Crilin obbedì senza replicare, ma inaspettatamente sentì le sue labbra sulle sue.
Non era di certo la prima volta che C-18 lo baciava così all’improvviso, eppure ogni volta era una sorpresa.
Non durò molto, qualche secondo ma fu bellissimo. «Torniamocene a casa, ora.»
C-18 non se lo lasciò ripetere, si alzò ed entrambi spiccarono il volo verso la Kame House.
La casa per loro fortuna era libera, a quanto pare, Muten era ancora da Bulma, nonostante la festa fosse finita. «Crilin, dai andiamo di sopra.» Fece sorridendo la cyborg.
Era tempo che non la vedeva sorridere così, quel sorriso malizioso lo stupiva ogni volta, il suo comportamento era come sempre imprevedibile.
«Sei stato sempre così gentile con me, forse ti meriti un premio.» Crilin a quelle parole rimase stupito, non aveva ancora idea di cosa passasse per la testa della bionda, ma se ne fece presto una.
Lei lo spinse al letto e cominciò a baciarlo appassionatamente, fu una fortuna che la casa fosse libera in quel momento.
 
La mattina dopo, i due si svegliarono uno nelle braccia dell’altro, avevano passato una notte bellissima insieme, non era mai successo tra di loro, ma una cosa era certa, a lui non era dispiaciuto.
«Vedo che ti sei svegliato, come ti senti?»
Crilin non rispose, si limitò ad annuire guardando negli occhi la bionda aspettandosi qualcos’altro. «Non ti aspettavi questo, vero nano? Si vede che non mi conosci bene.» Disse lei sorridendo e allo
stesso tempo provocandolo. «Eppure era ciò che volevi, no?»
«Ti sono stato vicino perché tengo a te, non per questo.»
Lei sorrise. «Sciocco nanetto, lo so.»
Potevano continuare tutta la mattina, ma preferirono scendere di sotto per fare colazione.
«Che ne dici, se più tardi di porto a fare shopping?» propose lui.
La cyborg annuì accennando un sorriso, ormai sapeva come convincerla a uscire, lei non avrebbe mai detto di no a un po’ di sano shopping.
 
Passò una settimana, felice e spensierata per la coppia. Era da tempo che lei non era così felice, negli ultimi giorni però, la cyborg cominciò a comportarsi in modo strano.
“Che diavolo mi sta succedendo, mi sento così strana.” Pensò lei affaticata, non pensava che si sarebbe potuta stancare da cyborg, eppure era successo, qualcosa la stava cambiando.

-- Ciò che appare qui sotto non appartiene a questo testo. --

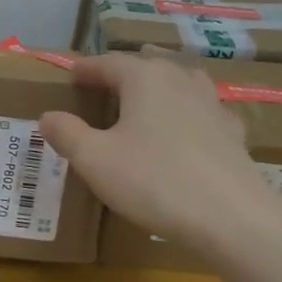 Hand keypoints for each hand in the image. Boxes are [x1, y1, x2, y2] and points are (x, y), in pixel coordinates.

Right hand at [40, 51, 281, 262]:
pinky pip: (205, 110)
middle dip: (125, 70)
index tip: (71, 75)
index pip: (108, 62)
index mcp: (144, 78)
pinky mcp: (233, 133)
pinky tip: (191, 126)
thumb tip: (48, 116)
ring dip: (161, 83)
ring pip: (182, 80)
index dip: (86, 68)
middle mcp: (179, 79)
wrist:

«Forse dovrei dirlo a Crilin.» All’istante scacciò dalla sua mente quella sciocca idea «No, col cavolo. Non deve sapere nulla, sono sicura che non ho niente, può capitare anche a me di avere dolori.» Pensò lei cercando di rassicurarsi.

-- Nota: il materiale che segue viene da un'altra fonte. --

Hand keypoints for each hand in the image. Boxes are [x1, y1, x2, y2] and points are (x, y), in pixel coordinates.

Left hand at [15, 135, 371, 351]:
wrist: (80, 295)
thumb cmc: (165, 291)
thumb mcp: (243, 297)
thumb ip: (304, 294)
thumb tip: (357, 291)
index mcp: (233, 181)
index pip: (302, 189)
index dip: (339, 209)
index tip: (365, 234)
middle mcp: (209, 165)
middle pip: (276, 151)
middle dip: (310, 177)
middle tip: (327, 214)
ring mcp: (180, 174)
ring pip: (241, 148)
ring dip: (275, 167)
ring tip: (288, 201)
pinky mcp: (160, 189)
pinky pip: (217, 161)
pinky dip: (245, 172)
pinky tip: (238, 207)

Poco dopo, cominciò a perdere le forze e cadde a terra priva di sensi.
«Sono tornato, cara sei in casa?» Urlò il terrestre entrando in casa con un paio di buste. «Ho comprato più cose del previsto, spero non ti dispiaccia.»
Crilin non trovando nessuno, decise di posare le buste in soggiorno e di svuotarle in un secondo momento, salì al piano di sopra per vedere se la cyborg fosse in casa.

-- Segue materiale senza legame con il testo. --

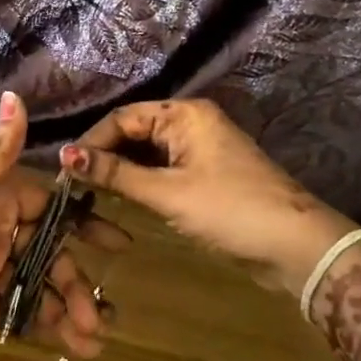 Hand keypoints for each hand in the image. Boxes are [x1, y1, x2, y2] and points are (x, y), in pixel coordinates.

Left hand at [0, 93, 128, 357]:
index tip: (119, 244)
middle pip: (48, 253)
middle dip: (76, 283)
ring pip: (35, 284)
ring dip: (63, 310)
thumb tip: (16, 95)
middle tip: (102, 317)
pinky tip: (63, 343)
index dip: (83, 224)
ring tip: (90, 341)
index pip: (48, 207)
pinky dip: (38, 323)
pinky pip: (14, 309)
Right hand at [59, 100, 348, 279]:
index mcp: (185, 114)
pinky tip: (119, 198)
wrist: (296, 246)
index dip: (91, 142)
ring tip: (88, 192)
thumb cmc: (230, 210)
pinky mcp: (205, 174)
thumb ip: (115, 174)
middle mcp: (191, 123)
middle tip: (72, 185)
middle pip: (134, 131)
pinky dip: (140, 181)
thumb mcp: (167, 193)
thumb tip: (65, 156)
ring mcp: (200, 148)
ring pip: (146, 152)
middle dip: (104, 155)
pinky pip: (161, 168)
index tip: (65, 170)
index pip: (123, 118)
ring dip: (120, 170)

Non appena la trovò a terra svenuta si agitò. «C-18, che diavolo è successo?!»
Senza pensarci due volte, si affrettò a portarla da un medico, sapeva che lei li odiava, ma in quel momento non aveva altra scelta.
 
Verso la sera, finalmente la cyborg riprese i sensi «Vedo che si è ripresa.»
«Dove sono?» Chiese confusa C-18.
Il medico si affrettò a spiegare l’accaduto e cercò anche di spiegarle il motivo di quello che era successo.
«Ho pensato di far aspettare suo marito fuori dalla porta, forse non era il caso che sapesse questa cosa così, spero di aver fatto bene.»
“Più che bene, non deve sapere nulla. Comunque, non è mio marito.”
Lei odiava andare dai medici, eppure questa volta non era arrabbiata, almeno ora sapeva cos’aveva.
Era incinta, col tempo l’avrebbe detto anche a Crilin, ma per ora decise di tenere la cosa per sé, dopotutto era passata a malapena una settimana, poteva ancora nasconderlo senza problemi.
«Beh, allora se è tutto a posto, io vado.» Il medico annuì e lasciò andare la cyborg, prima di aprirle la porta la mise in guardia «Si riguardi, nelle sue condizioni potrebbero accadere altre situazioni spiacevoli.»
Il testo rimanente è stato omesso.